That Is a Lie, A Dirty, Dirty Lie

It was all a bit of silliness filled with inside jokes and feigned offense.

In the Salvation Army we have a tradition of using lots of alternate tunes for our songs.  Our songbook (not hymnal...) is printed without music - just the lyrics.  And nearly every song is listed with several suggested melodies. Further, there is a metrical index of the songs and tunes to provide a quick reference for all those other melodies.

It's a fun game sometimes.  You can sing Amazing Grace to House of the Rising Sun and the theme from Gilligan's Island (though neither of those tunes is in our tune book...)

Last night a friend posted a list of ten reasons why the congregation might not be singing.  Number six on this list was:


"Montreal Citadel" is a march written by Salvation Army composer, Norman Audoire, to honor the Salvation Army corps in Montreal, and one of the melodies used in the march has become a favorite within the Salvation Army.

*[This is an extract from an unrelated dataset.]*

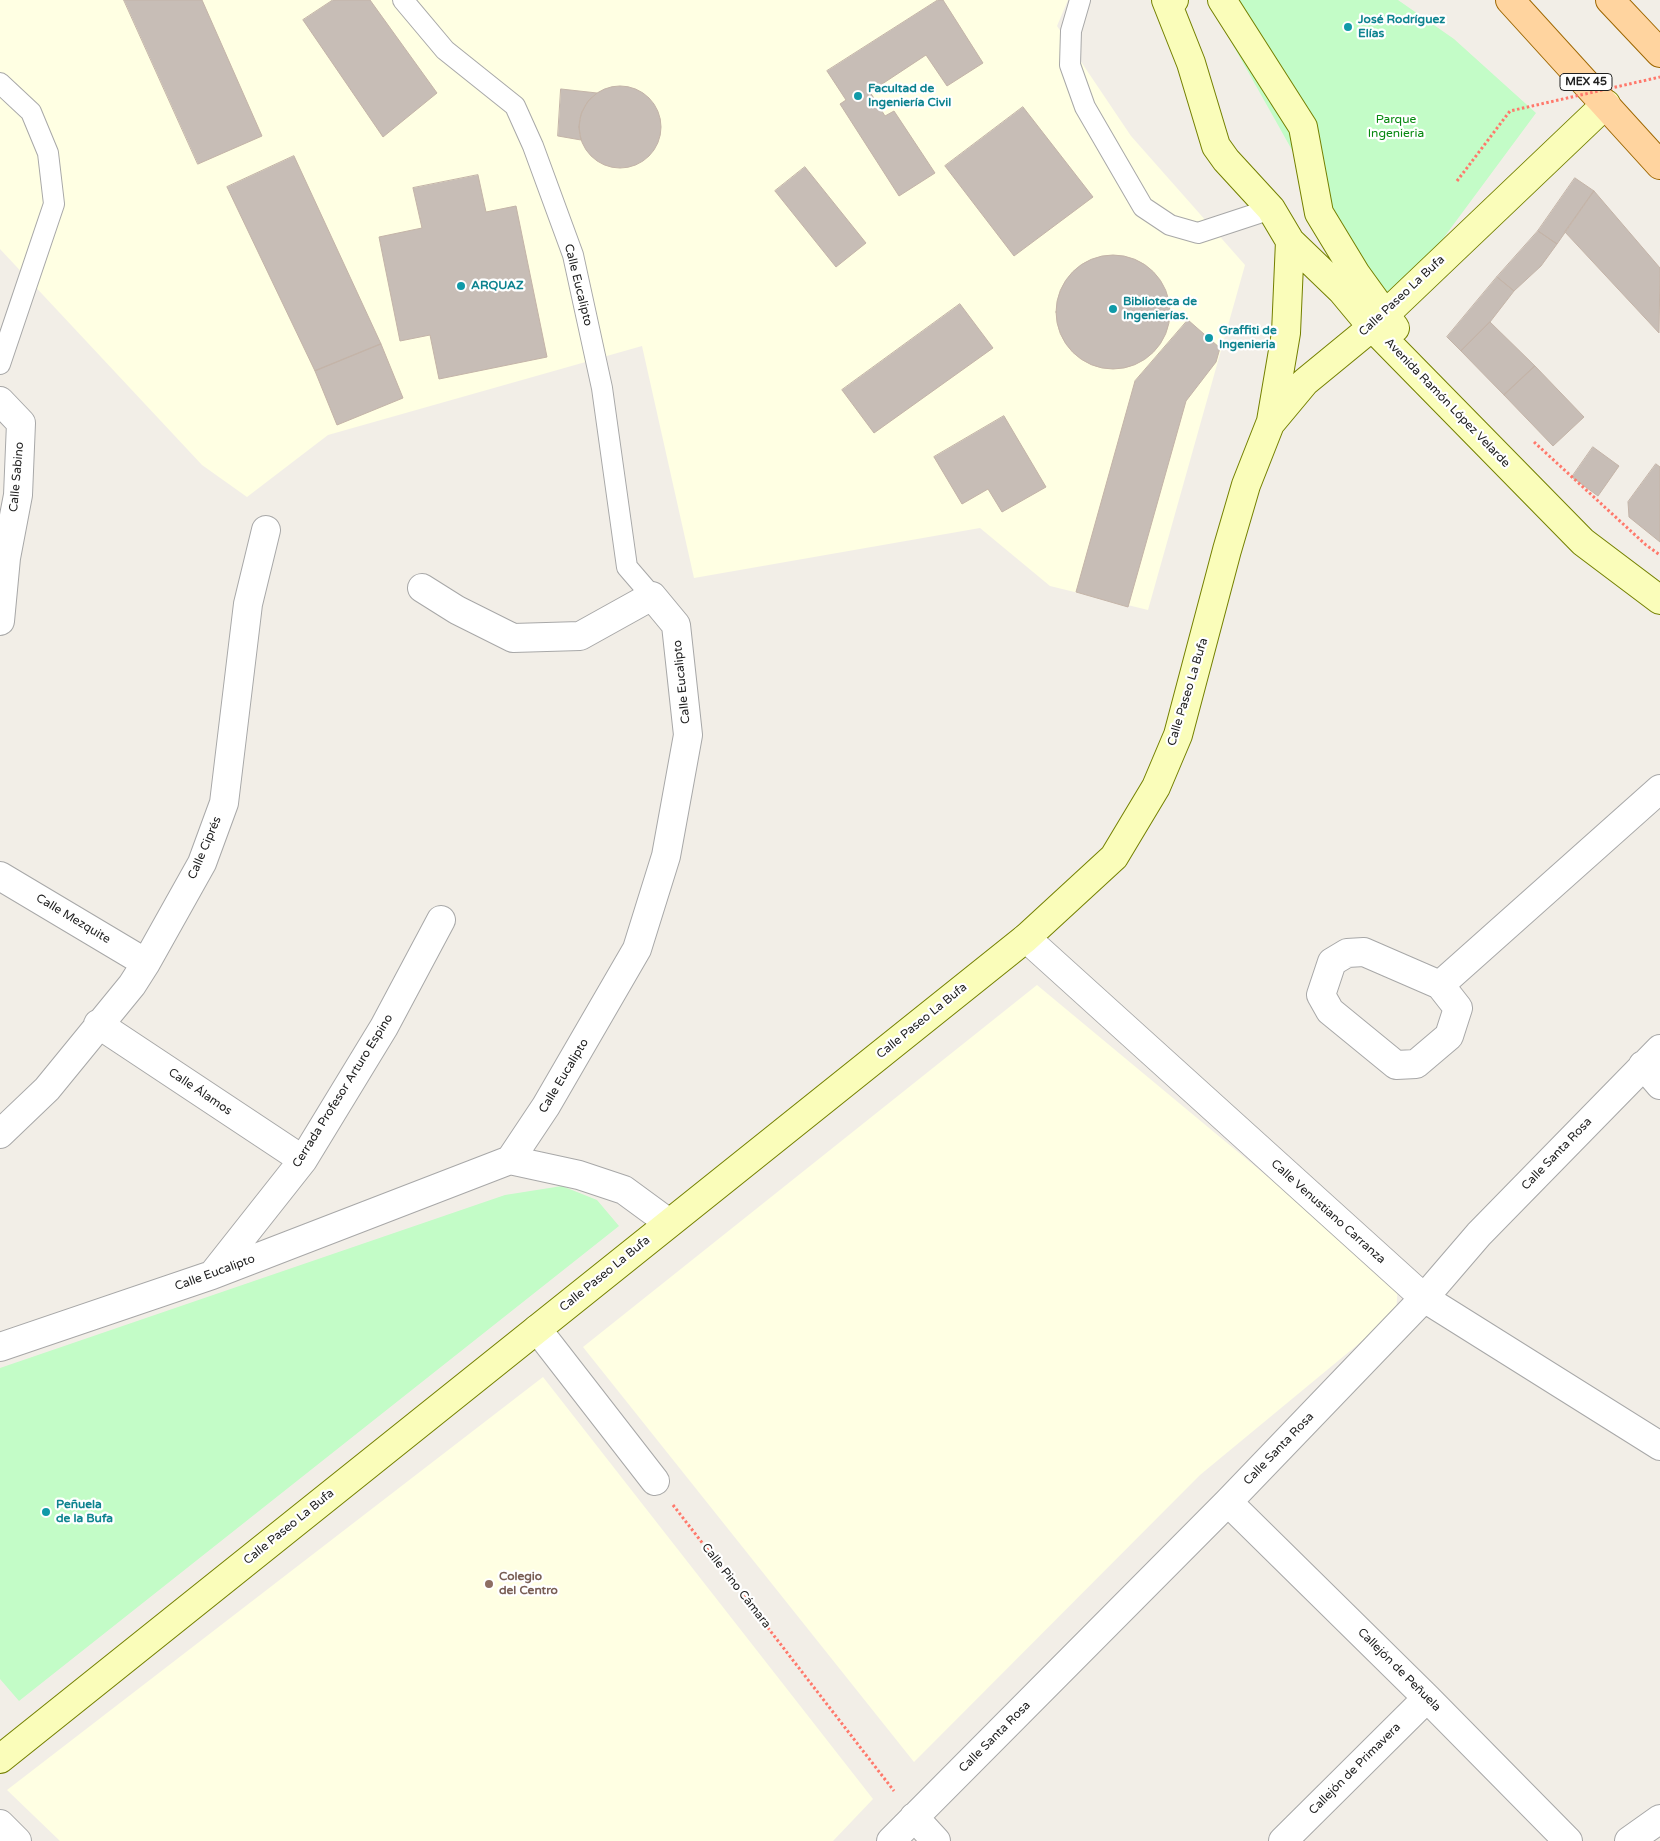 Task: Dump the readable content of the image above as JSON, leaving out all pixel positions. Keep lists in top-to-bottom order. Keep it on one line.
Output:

It's often used at summer camps to sing a prayer before meals:

Be present at our table, Lord,
be here and everywhere adored;
these mercies bless and grant that we
may strengthened for thy service be.


In response to the list, a friend responded (with feigned offense), "Hey! It's a great tune that we don't hear nearly enough of..."

To which another friend responded (with even greater feigned offense), "THAT IS A LIE! A dirty dirty lie! I REBUKE YOU IN THE NAME OF RAY STEAD-MAN ALLEN!"  (Steadman-Allen is another beloved Salvation Army composer..)

This was a response that I noted could, itself, be sung to "Montreal Citadel."




 Here's the Montreal Citadel  march; the melody referred to here begins at 2:35.






1 comment:


  1. The trio DOES have a set of words written for it. They are:
    Twas Jesus Who came my soul to reclaim,
    And now I am free, Oh, praise His dear name!
    His blood meets my need,
    On His Word I feed,
    And that's why I'm happy, Indeed!

    And as far as table grace goes, there are also two final lines..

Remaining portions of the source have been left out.